Analysis of Locally Coupled 3D Manipulation Mappings Based on Mobile Device Motion
Paul Issartel, Florimond Guéniat, Tobias Isenberg, Mehdi Ammi
TL;DR
This paper addresses 3D manipulation on mobile devices by formalizing the mappings from device motion to on-screen object motion in a locally-coupled setup. It develops a unified notation for absolute/relative and rate/zero-order control, introduces a dynamic gain factor $k_t$, and analyzes key spatial compliances (directional, transitivity, allocentric vs egocentric) to guide design decisions. The work also investigates the motion-space limitations inherent to handheld manipulation and proposes solutions such as rate control, clutching, and dynamic gain strategies, supported by theoretical analysis and an exploratory study on user preferences for allocentric vs egocentric mappings.

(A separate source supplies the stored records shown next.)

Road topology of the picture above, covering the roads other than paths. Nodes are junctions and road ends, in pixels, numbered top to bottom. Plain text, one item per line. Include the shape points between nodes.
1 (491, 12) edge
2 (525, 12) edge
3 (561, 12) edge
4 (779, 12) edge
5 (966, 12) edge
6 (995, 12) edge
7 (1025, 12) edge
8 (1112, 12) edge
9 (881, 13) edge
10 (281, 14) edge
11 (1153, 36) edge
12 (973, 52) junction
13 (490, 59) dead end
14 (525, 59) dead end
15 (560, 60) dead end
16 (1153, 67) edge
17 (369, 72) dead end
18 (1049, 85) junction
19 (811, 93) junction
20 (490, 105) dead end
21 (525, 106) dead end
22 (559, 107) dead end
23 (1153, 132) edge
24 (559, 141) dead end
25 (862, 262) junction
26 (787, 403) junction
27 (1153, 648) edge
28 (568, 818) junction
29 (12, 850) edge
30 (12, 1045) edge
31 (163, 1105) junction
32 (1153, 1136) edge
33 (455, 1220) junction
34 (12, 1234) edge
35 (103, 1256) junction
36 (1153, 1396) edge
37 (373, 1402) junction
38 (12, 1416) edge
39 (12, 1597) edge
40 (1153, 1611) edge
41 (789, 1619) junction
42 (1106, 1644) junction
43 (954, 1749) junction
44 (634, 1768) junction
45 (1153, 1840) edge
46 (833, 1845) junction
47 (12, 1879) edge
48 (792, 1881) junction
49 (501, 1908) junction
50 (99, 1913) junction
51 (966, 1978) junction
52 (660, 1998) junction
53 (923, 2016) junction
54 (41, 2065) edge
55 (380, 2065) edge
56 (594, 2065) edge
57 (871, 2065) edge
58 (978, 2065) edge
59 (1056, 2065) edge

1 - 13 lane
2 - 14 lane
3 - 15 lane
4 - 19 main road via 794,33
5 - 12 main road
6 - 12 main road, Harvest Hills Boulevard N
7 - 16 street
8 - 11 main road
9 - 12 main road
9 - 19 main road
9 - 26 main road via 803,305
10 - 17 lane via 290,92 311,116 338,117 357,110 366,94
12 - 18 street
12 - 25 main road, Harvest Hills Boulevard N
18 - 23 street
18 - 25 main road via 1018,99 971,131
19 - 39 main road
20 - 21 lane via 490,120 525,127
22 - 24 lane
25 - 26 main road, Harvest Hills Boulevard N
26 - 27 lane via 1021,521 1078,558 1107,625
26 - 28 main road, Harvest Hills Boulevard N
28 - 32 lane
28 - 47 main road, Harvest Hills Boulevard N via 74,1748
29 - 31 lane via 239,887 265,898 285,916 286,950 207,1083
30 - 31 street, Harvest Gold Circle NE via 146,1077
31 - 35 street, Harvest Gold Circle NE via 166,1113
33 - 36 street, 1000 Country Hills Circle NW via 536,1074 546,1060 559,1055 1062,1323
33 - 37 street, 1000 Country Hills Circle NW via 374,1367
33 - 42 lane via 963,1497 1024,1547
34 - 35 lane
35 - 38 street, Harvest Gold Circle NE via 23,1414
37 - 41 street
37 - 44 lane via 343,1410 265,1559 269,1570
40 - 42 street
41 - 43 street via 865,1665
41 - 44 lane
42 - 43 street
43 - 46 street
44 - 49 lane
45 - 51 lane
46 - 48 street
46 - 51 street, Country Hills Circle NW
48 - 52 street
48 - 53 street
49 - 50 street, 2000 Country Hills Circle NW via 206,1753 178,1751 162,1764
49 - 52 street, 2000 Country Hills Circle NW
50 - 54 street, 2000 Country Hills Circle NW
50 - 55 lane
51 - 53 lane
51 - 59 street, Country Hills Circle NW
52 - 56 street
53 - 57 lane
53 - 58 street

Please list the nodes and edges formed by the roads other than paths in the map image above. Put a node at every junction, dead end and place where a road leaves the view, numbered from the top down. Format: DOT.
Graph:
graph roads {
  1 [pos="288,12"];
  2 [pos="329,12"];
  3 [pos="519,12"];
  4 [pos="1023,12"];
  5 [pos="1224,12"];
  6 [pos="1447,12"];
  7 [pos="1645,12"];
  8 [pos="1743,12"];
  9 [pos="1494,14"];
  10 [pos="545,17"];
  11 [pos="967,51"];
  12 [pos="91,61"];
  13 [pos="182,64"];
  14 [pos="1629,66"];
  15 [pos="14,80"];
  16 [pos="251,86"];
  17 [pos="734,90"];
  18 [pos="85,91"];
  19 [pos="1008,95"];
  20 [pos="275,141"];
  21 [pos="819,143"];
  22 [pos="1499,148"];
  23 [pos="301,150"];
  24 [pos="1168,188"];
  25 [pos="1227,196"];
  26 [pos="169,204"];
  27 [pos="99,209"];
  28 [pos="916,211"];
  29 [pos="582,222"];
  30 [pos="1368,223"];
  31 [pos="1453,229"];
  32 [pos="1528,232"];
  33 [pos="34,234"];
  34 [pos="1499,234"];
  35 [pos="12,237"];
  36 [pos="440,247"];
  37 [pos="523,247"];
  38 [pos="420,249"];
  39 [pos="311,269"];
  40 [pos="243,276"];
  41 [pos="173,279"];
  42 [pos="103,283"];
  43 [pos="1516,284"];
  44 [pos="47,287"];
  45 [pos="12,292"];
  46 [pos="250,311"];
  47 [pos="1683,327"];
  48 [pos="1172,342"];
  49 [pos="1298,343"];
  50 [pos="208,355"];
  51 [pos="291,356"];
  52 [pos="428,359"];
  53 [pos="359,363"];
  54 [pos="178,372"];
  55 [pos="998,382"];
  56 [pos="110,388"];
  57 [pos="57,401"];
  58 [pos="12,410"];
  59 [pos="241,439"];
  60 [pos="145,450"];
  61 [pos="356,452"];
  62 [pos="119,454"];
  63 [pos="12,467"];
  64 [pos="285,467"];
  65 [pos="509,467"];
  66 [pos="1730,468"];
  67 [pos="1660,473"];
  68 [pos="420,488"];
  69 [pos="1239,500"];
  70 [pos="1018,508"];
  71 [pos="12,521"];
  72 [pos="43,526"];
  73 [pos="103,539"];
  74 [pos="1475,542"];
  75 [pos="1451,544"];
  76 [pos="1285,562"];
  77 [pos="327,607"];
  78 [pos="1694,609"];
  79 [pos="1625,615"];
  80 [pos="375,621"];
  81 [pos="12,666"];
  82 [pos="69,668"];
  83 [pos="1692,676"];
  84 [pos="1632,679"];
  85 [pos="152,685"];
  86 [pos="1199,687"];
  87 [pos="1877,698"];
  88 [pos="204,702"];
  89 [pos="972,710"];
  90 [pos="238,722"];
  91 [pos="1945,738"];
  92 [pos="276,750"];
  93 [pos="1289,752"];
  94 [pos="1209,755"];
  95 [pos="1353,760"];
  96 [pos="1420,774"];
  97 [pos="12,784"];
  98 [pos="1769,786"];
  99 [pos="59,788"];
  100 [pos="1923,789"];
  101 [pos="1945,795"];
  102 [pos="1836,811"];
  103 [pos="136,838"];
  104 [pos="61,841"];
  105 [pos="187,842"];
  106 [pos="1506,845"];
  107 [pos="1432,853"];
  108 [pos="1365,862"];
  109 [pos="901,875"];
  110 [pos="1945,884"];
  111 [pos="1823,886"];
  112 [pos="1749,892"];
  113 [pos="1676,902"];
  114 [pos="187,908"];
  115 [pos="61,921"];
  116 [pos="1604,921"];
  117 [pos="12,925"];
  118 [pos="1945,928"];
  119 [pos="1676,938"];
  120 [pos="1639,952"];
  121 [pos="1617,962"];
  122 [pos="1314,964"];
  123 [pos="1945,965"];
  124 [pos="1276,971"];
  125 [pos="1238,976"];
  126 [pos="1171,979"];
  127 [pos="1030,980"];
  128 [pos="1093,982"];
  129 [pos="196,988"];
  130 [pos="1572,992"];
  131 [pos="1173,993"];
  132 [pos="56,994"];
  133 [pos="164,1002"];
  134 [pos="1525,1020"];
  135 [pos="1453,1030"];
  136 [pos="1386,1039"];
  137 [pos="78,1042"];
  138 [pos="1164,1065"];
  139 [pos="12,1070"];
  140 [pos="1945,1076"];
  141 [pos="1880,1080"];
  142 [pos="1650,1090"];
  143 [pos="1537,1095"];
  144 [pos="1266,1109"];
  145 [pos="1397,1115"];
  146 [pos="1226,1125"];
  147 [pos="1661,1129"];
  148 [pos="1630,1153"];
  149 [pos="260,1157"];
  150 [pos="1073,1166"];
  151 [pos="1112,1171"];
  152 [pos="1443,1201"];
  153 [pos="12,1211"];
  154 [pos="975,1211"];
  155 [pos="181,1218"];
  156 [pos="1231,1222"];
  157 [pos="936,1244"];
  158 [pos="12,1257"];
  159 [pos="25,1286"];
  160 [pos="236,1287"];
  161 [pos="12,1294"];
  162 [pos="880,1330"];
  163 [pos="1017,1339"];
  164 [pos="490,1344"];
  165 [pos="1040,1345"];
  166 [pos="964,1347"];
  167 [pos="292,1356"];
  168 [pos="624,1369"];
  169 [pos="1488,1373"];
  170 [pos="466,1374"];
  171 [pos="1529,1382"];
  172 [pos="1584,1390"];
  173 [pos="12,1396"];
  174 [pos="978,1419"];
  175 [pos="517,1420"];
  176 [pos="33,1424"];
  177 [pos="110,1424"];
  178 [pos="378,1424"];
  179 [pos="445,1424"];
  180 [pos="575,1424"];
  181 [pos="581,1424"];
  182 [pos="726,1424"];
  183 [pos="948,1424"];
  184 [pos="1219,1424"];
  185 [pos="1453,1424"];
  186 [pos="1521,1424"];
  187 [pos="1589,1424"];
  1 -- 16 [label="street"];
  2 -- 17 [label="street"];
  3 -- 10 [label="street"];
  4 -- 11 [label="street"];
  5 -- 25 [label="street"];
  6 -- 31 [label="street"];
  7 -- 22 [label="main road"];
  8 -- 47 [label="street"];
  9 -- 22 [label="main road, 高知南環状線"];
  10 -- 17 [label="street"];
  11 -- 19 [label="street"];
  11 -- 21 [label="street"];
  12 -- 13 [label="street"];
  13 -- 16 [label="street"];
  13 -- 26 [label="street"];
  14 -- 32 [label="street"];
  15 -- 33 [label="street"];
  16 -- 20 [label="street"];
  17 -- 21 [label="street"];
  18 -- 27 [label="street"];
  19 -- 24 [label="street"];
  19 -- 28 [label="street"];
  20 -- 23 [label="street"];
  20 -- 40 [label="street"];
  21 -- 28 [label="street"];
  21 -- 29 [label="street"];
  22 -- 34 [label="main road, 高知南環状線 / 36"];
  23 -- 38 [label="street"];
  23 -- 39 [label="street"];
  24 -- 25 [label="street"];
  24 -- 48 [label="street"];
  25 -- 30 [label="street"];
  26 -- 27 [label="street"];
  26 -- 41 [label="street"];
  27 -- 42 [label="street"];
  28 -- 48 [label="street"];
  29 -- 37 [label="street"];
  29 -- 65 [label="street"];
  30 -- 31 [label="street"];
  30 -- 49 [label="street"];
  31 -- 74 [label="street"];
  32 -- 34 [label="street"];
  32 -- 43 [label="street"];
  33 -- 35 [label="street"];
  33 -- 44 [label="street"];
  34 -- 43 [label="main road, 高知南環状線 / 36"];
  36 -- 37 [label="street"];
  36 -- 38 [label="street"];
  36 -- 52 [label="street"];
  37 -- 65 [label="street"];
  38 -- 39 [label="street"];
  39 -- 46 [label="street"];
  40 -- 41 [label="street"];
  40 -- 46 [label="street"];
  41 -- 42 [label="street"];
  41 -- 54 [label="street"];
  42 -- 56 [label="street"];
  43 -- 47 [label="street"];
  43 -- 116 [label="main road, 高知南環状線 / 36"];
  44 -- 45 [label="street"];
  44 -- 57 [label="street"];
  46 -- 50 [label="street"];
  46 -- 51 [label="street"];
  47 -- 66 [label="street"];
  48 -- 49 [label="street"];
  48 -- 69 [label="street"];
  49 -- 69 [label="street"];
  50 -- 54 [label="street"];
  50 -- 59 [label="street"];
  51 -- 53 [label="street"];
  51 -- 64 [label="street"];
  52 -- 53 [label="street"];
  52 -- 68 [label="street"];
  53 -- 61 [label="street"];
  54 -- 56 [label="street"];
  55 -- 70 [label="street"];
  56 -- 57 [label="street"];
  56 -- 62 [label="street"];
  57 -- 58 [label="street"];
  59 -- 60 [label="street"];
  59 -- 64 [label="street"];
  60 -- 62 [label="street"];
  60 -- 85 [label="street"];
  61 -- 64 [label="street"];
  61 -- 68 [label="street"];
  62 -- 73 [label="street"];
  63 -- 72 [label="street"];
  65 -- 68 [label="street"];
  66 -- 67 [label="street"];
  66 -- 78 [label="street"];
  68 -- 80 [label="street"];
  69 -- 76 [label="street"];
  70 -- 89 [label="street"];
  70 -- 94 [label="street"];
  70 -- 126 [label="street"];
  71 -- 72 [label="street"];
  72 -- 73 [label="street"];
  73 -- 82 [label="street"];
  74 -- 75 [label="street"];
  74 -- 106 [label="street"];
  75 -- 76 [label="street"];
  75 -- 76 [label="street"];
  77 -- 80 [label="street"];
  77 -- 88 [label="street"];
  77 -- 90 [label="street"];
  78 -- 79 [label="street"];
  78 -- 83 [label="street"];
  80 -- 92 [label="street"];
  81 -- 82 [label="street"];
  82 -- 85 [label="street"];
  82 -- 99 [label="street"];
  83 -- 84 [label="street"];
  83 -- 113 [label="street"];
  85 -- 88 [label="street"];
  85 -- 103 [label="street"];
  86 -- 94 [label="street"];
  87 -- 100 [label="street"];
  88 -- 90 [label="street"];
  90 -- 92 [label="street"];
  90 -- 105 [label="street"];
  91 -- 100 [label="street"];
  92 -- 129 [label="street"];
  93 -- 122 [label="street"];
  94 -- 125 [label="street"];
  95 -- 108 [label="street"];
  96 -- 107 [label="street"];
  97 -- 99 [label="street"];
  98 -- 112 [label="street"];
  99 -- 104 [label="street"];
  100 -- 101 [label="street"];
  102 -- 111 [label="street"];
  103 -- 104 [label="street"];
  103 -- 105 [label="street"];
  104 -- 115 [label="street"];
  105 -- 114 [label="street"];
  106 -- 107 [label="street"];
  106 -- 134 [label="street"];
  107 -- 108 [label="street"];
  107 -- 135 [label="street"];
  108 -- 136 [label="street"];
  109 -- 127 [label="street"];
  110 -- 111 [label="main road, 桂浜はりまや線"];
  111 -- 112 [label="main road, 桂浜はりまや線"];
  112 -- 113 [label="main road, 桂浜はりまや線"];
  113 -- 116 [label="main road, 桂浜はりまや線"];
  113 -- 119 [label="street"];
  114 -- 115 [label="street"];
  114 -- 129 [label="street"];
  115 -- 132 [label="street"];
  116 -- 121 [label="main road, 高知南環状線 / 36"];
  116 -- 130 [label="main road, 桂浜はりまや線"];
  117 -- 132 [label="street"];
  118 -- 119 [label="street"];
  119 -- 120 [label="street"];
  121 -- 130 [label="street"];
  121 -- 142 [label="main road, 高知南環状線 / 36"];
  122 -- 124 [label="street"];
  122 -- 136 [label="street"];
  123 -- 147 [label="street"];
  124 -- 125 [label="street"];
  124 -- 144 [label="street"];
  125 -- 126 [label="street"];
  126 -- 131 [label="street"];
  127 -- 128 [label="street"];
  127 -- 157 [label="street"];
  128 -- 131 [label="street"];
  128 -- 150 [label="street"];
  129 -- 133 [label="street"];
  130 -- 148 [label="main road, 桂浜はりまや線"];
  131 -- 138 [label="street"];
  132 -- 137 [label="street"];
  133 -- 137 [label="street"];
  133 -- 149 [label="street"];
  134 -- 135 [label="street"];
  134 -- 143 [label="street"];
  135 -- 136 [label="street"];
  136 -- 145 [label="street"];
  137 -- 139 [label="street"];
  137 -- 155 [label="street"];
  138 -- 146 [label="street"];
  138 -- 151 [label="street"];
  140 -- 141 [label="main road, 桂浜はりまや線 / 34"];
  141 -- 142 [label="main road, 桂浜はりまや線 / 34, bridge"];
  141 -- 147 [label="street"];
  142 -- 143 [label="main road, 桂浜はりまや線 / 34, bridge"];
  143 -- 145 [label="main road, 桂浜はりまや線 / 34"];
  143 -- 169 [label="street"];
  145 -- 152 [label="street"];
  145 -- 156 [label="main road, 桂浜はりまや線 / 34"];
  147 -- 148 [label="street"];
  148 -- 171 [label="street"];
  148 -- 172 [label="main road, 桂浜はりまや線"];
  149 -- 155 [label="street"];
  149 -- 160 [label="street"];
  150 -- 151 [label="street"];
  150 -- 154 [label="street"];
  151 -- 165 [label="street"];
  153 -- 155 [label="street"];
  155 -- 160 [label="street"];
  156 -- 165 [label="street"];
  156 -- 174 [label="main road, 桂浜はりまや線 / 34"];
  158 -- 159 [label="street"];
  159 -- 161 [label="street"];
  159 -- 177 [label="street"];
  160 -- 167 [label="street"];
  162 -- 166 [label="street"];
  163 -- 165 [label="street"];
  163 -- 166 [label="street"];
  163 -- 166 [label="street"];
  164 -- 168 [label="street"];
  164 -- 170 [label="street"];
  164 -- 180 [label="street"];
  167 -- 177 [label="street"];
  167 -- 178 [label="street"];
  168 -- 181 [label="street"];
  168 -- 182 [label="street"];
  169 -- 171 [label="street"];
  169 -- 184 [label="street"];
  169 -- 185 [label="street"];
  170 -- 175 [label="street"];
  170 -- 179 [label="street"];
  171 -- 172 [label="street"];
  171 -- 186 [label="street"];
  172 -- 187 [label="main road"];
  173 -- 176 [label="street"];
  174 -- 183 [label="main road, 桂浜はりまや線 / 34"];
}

The framework facilitates design choices for mobile 3D manipulation techniques and points to future work including implicit gain control methods and further empirical validation. The findings have practical impact for developers building 3D applications on mobile devices by providing a principled basis for selecting mappings and gain strategies that balance usability, precision, and motion-space constraints.
Abstract
We examine a class of techniques for 3D object manipulation on mobile devices, in which the device's physical motion is applied to 3D objects displayed on the device itself. This "local coupling" between input and display creates specific challenges compared to manipulation techniques designed for monitor-based or immersive virtual environments. Our work focuses specifically on the mapping between device motion and object motion. We review existing manipulation techniques and introduce a formal description of the main mappings under a common notation. Based on this notation, we analyze these mappings and their properties in order to answer crucial usability questions. We first investigate how the 3D objects should move on the screen, since the screen also moves with the mobile device during manipulation. We then investigate the effects of a limited range of manipulation and present a number of solutions to overcome this constraint. This work provides a theoretical framework to better understand the properties of locally-coupled 3D manipulation mappings based on mobile device motion.